If there is a disqualifying disposition of the shares, then the optionee will
generally recognize ordinary income to the extent of the lesser of the
difference between the exercise price and (a) the fair market value of the
Anchor common stock on the date of exercise, or (b) the amount realized on such
disqualifying disposition. Any additional gain recognized upon the disposition
will be capital gain.  If the amount realized is less than the exercise price,
the optionee will, in general, recognize a capital loss.  If the optionee makes
a disqualifying disposition of the purchased shares, then Anchor will be
entitled to an income tax deduction, for the taxable year in which such
disposition occurs, to the extent the optionee recognizes ordinary income.  In
no other instance will Anchor be allowed a deduction with respect to the
optionee's disposition of the purchased shares.

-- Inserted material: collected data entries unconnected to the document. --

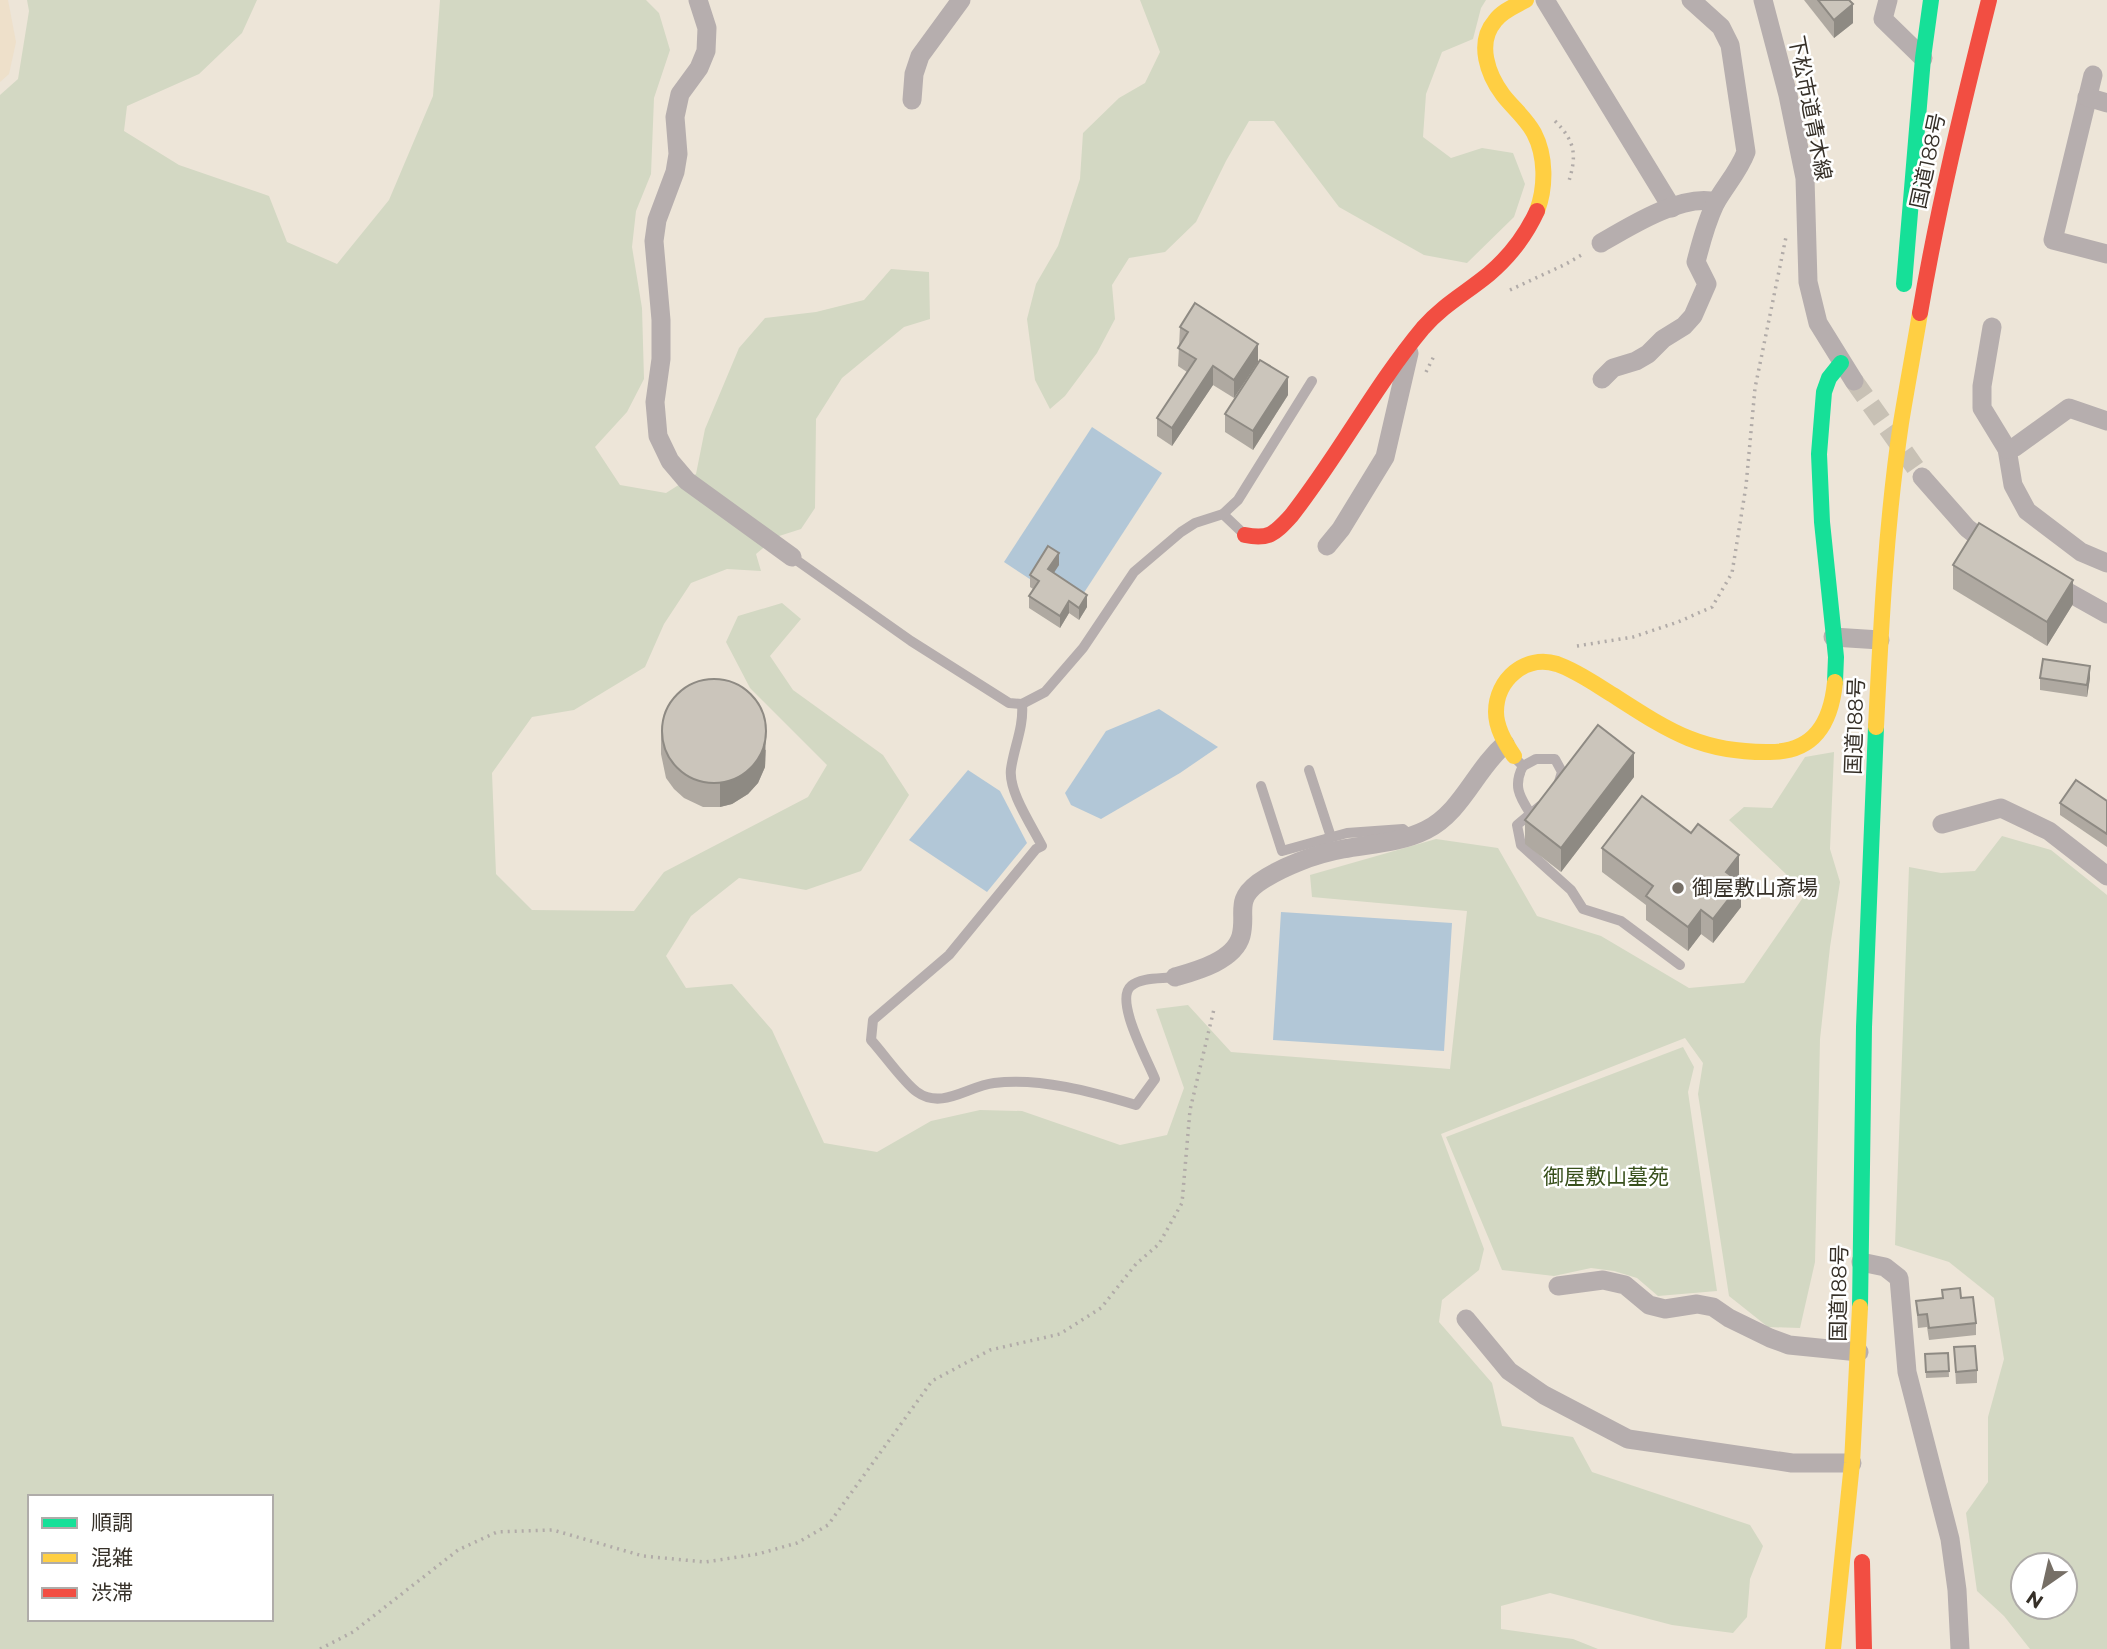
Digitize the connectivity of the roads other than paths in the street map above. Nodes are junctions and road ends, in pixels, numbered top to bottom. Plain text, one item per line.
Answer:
1 (698, 0) edge
2 (961, 0) edge
3 (1526, 0) edge
4 (1545, 0) edge
5 (1691, 0) edge
6 (1763, 0) edge
7 (1888, 0) edge
8 (1931, 0) edge
9 (1989, 0) edge
10 (2000, 0) edge
11 (1923, 58) junction
12 (2093, 75) dead end
13 (2087, 97) junction
14 (912, 100) dead end
15 (2107, 103) edge
16 (1958, 122) junction
17 (1716, 202) junction
18 (1672, 208) junction
19 (1601, 243) road end
20 (2107, 254) edge
21 (1902, 304) dead end
22 (1992, 327) dead end
23 (1902, 331) dead end
24 (1411, 345) junction
25 (1841, 363) junction
26 (1602, 379) dead end
27 (1311, 380) dead end
28 (1854, 382) tunnel mouth
29 (2107, 421) edge
30 (1901, 425) junction
31 (2007, 449) junction
32 (1922, 477) tunnel mouth
33 (1223, 514) junction
34 (1245, 535) joint
35 (1327, 545) dead end
36 (792, 557) joint
37 (2012, 561) edge
38 (2107, 563) edge
39 (2034, 573) edge
40 (2107, 614) edge
41 (1833, 637) junction
42 (1880, 640) junction
43 (1023, 704) junction
44 (1514, 755) junction
45 (1309, 770) dead end
46 (1261, 786) dead end
47 (1530, 813) junction
48 (1942, 824) dead end
49 (1411, 836) junction
50 (1331, 837) junction
51 (2107, 876) edge
52 (1680, 965) dead end
53 (1175, 977) joint
54 (1861, 1262) junction
55 (1558, 1286) dead end
56 (1466, 1318) dead end
57 (1858, 1352) junction
58 (1852, 1463) junction
59 (1833, 1649) edge
60 (1864, 1649) edge
61 (1960, 1649) edge

1 - 36 street
2 - 14 street
3 - 24 main road
4 - 18 street
5 - 17 street
6 - 25 street, 下松市道青木線
7 - 11 street
8 - 11 main road
9 - 16 main road, 国道188号
10 - 16 main road
11 - 21 main road
12 - 13 street
13 - 15 street
13 - 20 street
16 - 30 main road, 国道188号
17 - 18 street
17 - 26 street
18 - 19 street
22 - 31 street
23 - 30 main road
24 - 34 main road
24 - 35 street
25 - 28 street, 下松市道青木線
25 - 41 main road
27 - 33 lane
29 - 31 street
30 - 42 main road, 国道188号
31 - 38 street
32 - 37 street
33 - 34 lane
33 - 43 lane
36 - 43 lane
39 - 40 street
41 - 42 street
41 - 44 main road
42 - 54 main road, 国道188号
43 - 53 lane
44 - 47 lane
44 - 47 lane
44 - 49 street
45 - 50 lane
46 - 50 lane
47 - 52 lane
48 - 51 street
49 - 50 lane
49 - 53 street
54 - 57 main road, 国道188号
54 - 61 street
55 - 57 street
56 - 58 street
57 - 58 main road, 国道188号
58 - 59 main road, 国道188号
58 - 60 main road, 国道188号

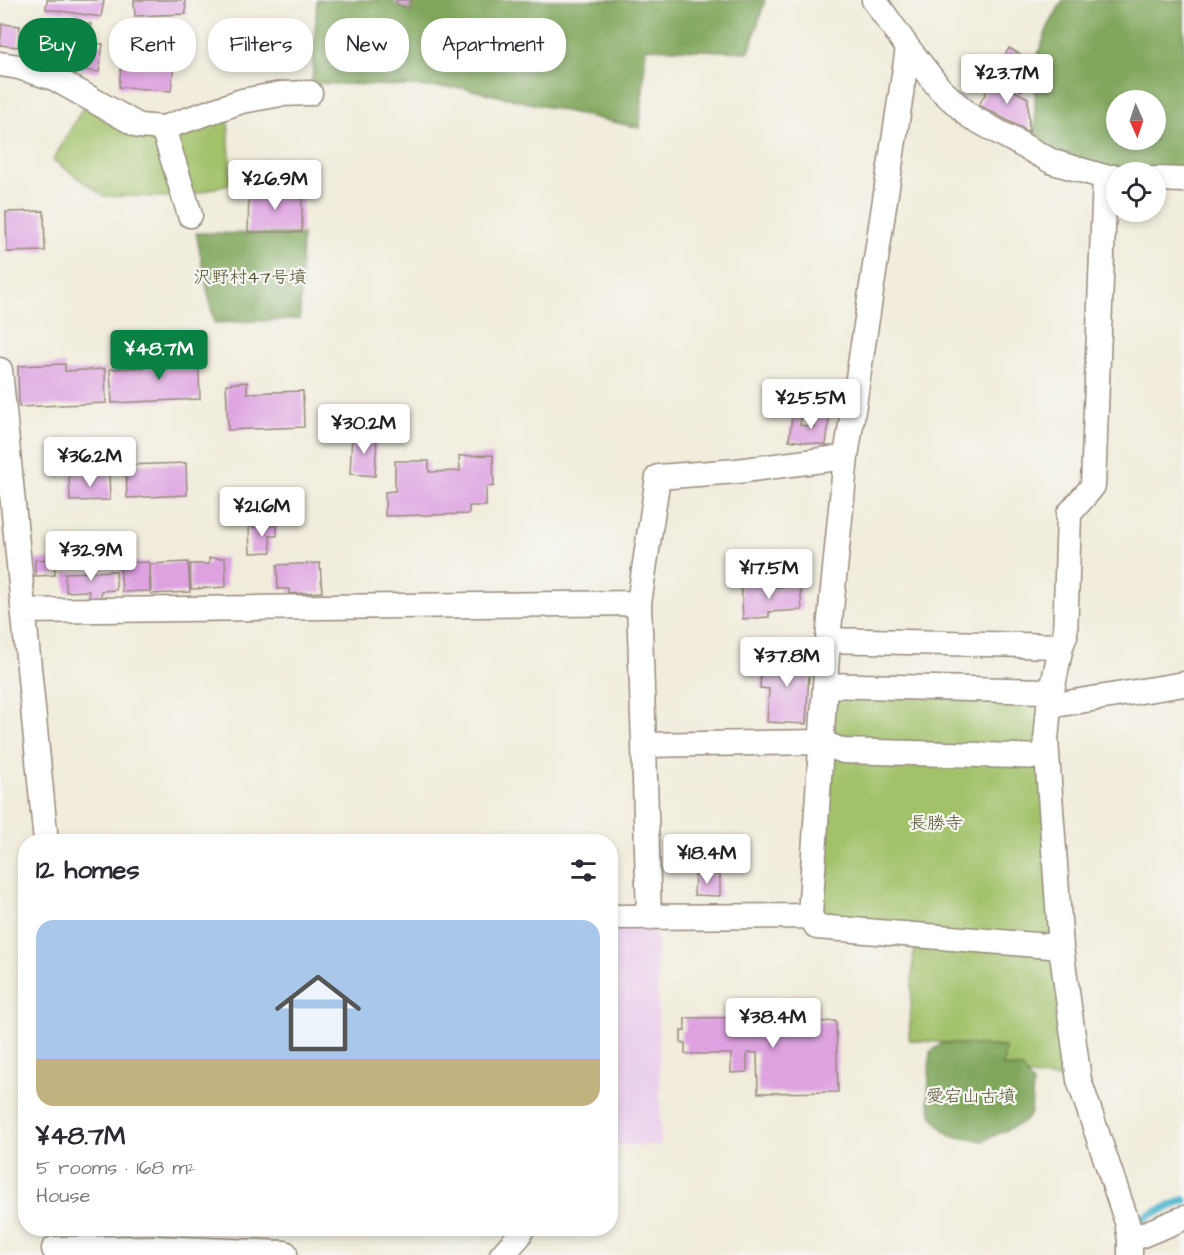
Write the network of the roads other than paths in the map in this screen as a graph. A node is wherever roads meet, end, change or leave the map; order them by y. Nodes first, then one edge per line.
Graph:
1 (874, 0) edge
2 (908, 48) junction
3 (0, 64) edge
4 (310, 93) dead end
5 (164, 128) junction
6 (1106, 176) edge
7 (1166, 179) edge
8 (1184, 180) edge
9 (190, 215) dead end
10 (1108, 222) edge
11 (0, 370) edge
12 (846, 457) junction
13 (639, 603) junction
14 (24, 611) junction
15 (828, 640) junction
16 (1060, 646) junction
17 (1184, 684) edge
18 (825, 685) junction
19 (1051, 697) junction
20 (821, 742) junction
21 (644, 745) junction
22 (1047, 757) junction
23 (45, 834) edge
24 (810, 916) junction
25 (618, 918) edge
26 (649, 918) junction
27 (1061, 947) junction
28 (1184, 1218) edge
29 (519, 1236) edge
30 (54, 1244) edge
31 (1130, 1248) edge
32 (285, 1253) dead end
33 (502, 1255) edge

1 - 2 street
2 - 6 street
2 - 12 street
3 - 5 street
4 - 5 street
5 - 9 street
7 - 8 street
10 - 16 street
11 - 14 street
12 - 13 street
12 - 15 street
13 - 14 street
13 - 21 street
14 - 23 street
15 - 16 street
15 - 18 street
16 - 19 street
17 - 19 street
18 - 19 street
18 - 20 street
19 - 22 street
20 - 21 street
20 - 22 street
20 - 24 street
21 - 26 street
22 - 27 street
24 - 26 street
24 - 27 street
25 - 26 street
27 - 31 street
28 - 31 street
29 - 33 street
30 - 32 street

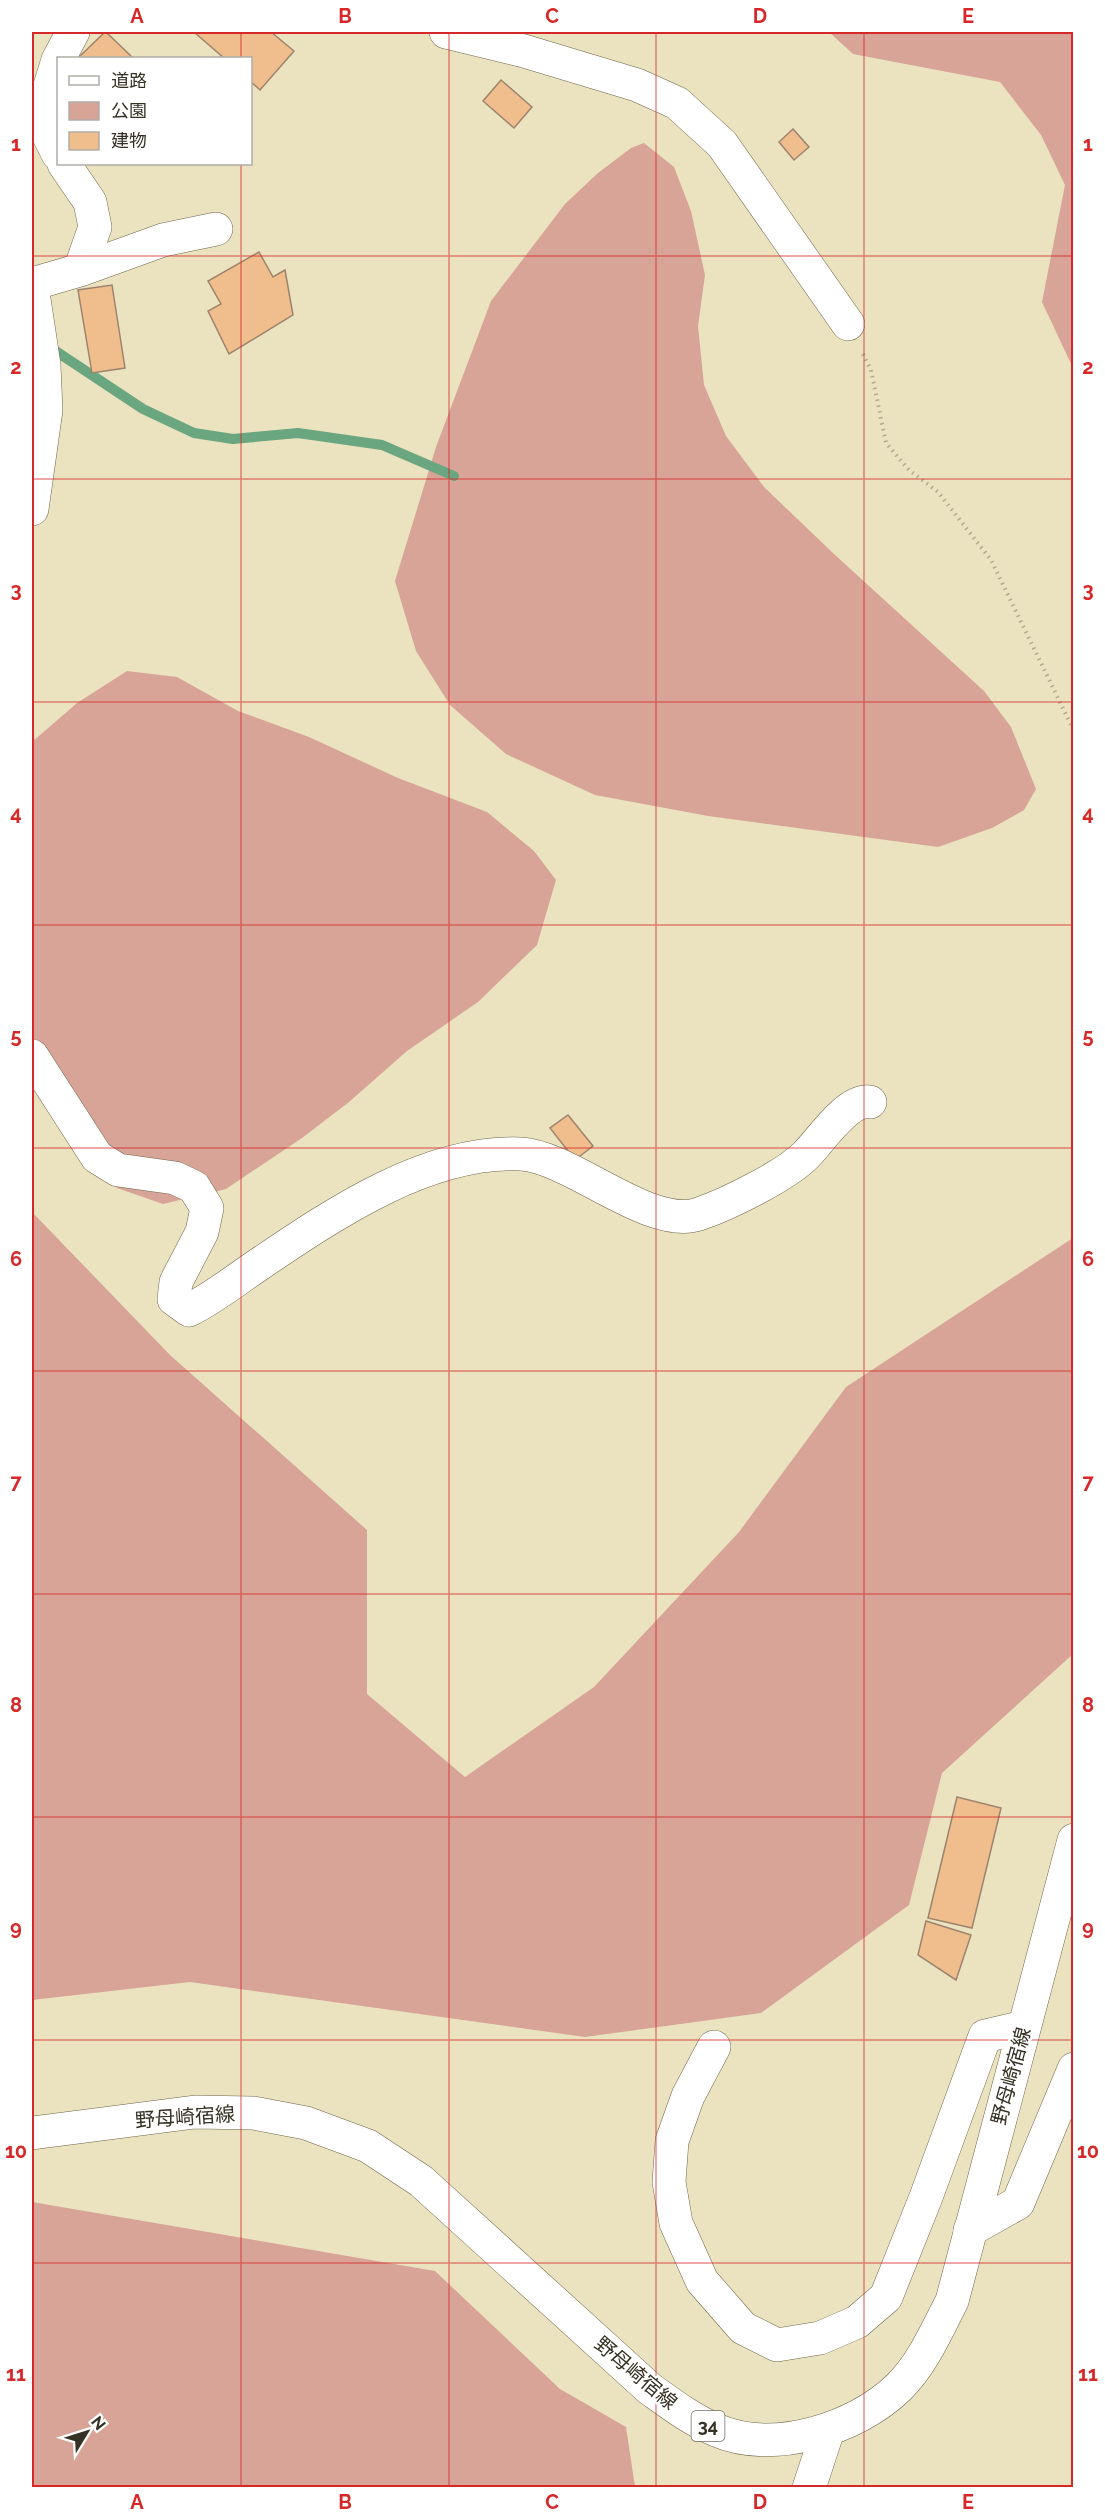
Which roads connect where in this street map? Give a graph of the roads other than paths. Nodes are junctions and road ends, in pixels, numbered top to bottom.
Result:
1 (73, 32) edge
2 (446, 32) edge
3 (60, 57) edge
4 (57, 65) edge
5 (57, 152) edge
6 (65, 165) edge
7 (216, 229) dead end
8 (80, 270) junction
9 (32, 285) edge
10 (848, 324) road end
11 (32, 508) edge
12 (32, 1056) edge
13 (870, 1102) dead end
14 (1074, 1840) edge
15 (1024, 2027) junction
16 (714, 2047) dead end
17 (1074, 2069) edge
18 (32, 2133) edge
19 (970, 2229) junction
20 (828, 2430) junction
21 (809, 2487) edge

     Nonstatutory Options.  No taxable income is recognized by an optionee upon
     --------------------                                                      
the grant of a Nonstatutory Option.  The optionee will in general recognize
ordinary income, in the year in which the option is exercised, equal to the
excess of the fair market value of the purchased shares on the date of exercise
over the exercise price paid for such shares, and the optionee will be required
to satisfy the tax withholding requirements applicable to such income.  Upon a
subsequent sale of the purchased shares, the optionee will generally recognize
either a capital gain or a capital loss equal to the difference between the
sales proceeds and the fair market value of the shares on the date of exercise.

     Anchor is entitled to a business expense deduction equal to the amount of
ordinary income recognized by the optionee on an exercise of a Nonstatutory
Option.  The deduction will in general be allowed for the taxable year of Anchor
in which ordinary income is recognized by the optionee.

     ACCOUNTING TREATMENT

     Under present accounting rules, neither the grant nor the exercise of
options issued at fair market value under the 1994 Plan will result in any
charge to Anchor's earnings.  The grant of an option issued at less than fair
market value, on the other hand, would result in a charge to Anchor's earnings
equal to the difference between the fair market value of Anchor's common stock
on the date of grant and the exercise price of the option.  Such a charge would
be amortized ratably over the vesting period of the option.  In addition, the
number of outstanding options under the 1994 Plan may be a factor in determining
earnings per share on a fully diluted basis.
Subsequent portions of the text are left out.